Malta's senior unsecured foreign and local currency bonds were updated to 'A' while the country ceiling was affirmed as 'AAA'. The short term foreign currency rating was graded 'F1'. With respect to the positive rating, finance minister Edward Scicluna stated that this reflects the present government's determination of achieving its budgetary targets.

In addition, the government is also undergoing the process of restructuring its departments and entities with the aim of developing new growth sectors and further improving Malta's economic situation as a result. The expectations are for fiscal deficit to decrease to 1.8% of GDP in 2015, with total Revenue/GDP reaching an all-time high of 42.8%. Public expenditure is foreseen to increase due to increased employment with the public sector within education and health as well as due to social transfers.

Malta's service sectors are foreseen to remain the most dynamic, particularly due to increased tourist arrivals and the ever-growing gaming industry present on the island. Due to this, Malta needs to watch out against the failure to improve its productivity.
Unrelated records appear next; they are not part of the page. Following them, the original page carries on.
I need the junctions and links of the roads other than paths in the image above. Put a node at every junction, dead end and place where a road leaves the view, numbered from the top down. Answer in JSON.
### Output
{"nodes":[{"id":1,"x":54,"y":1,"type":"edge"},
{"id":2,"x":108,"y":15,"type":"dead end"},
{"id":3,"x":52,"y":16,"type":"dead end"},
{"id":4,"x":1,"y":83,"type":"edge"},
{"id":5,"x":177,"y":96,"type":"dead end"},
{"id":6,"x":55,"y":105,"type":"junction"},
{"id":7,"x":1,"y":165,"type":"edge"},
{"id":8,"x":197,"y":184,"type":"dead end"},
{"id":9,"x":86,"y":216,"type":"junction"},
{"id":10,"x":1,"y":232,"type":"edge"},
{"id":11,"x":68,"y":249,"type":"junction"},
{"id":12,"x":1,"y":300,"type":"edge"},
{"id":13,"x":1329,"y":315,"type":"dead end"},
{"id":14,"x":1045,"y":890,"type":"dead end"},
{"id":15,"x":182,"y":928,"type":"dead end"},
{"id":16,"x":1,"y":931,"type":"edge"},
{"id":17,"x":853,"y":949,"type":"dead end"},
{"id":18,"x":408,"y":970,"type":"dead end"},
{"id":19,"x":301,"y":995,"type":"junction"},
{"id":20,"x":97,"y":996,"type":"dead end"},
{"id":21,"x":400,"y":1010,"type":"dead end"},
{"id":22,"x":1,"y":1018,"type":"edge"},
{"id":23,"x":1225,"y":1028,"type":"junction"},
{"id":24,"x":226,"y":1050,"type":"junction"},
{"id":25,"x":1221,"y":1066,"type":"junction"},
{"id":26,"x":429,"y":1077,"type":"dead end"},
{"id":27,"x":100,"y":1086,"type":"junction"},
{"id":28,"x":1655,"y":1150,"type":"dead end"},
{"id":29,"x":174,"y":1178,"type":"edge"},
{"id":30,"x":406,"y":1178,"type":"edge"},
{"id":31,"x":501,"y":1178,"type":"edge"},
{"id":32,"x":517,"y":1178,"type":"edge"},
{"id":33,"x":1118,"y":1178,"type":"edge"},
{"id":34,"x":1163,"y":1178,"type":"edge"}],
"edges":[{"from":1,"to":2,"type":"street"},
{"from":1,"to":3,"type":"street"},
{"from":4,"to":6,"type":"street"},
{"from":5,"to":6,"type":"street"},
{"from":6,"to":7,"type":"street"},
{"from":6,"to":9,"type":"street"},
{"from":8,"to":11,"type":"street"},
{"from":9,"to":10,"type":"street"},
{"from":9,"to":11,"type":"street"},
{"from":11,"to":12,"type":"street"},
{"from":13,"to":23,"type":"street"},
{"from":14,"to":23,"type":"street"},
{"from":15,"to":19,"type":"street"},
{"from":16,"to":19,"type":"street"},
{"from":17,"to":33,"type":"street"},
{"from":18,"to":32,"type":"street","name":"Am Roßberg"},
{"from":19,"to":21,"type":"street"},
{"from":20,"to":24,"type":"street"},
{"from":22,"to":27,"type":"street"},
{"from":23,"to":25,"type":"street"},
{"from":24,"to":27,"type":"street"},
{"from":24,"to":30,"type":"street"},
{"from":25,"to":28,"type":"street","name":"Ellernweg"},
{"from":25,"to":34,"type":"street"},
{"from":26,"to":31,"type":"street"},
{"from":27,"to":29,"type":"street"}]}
Investment is set to pick up momentum in the short-term, creating the expectation for the Maltese economy to expand by 3.6%, also due to the investment in a new power plant and the completion of EU-funded projects.

A lowered unemployment rate, lower energy costs and steady credit growth contributed to private consumption growth as this remained high in the first quarter of 2015. On a similar note, inflation also increased to 1.1% in June 2015 from 0.4% in December 2014 and this is predicted to rise to around 2% in 2016-2017.

Fitch also analysed Malta's capital markets and concluded that Malta has highly liquid capital markets with a loan to deposit ratio of domestic banks standing at 63% in the first quarter of 2015. Although financial institutions are likely to experience certain challenges in increasing their profitability, the establishment of a single-supervisory framework and a resolution fund should secure financial stability. Simultaneously, Malta's financial sector has experienced considerable growth and the island has also maintained a strong international investment position.

On another positive note, Malta is expecting fiscal consolidation to gather further momentum between 2016 and 2018, mainly due to reduced expenditure in the present. Fiscal management is set to improve, particularly after the implantation of the Fiscal Responsibility Act and the Eurozone fiscal rules. However, Fitch stated that lower than projected growth and higher budget deficits should also be factored in. Slippage from fiscal targets is a factor that could negatively affect Malta's rating and the risk of this happening appears quite high.

In addition, a scenario featuring the crystallisation of material contingent liabilities or a shock to the banking sector where fiscal support would be required will also negatively affect Malta's situation. On the other hand, future developments that can further consolidate Malta's positive rating are an improved track record in public finance administration, leading to a lower government debt/GDP ratio and a considerable decline in contingent liabilities.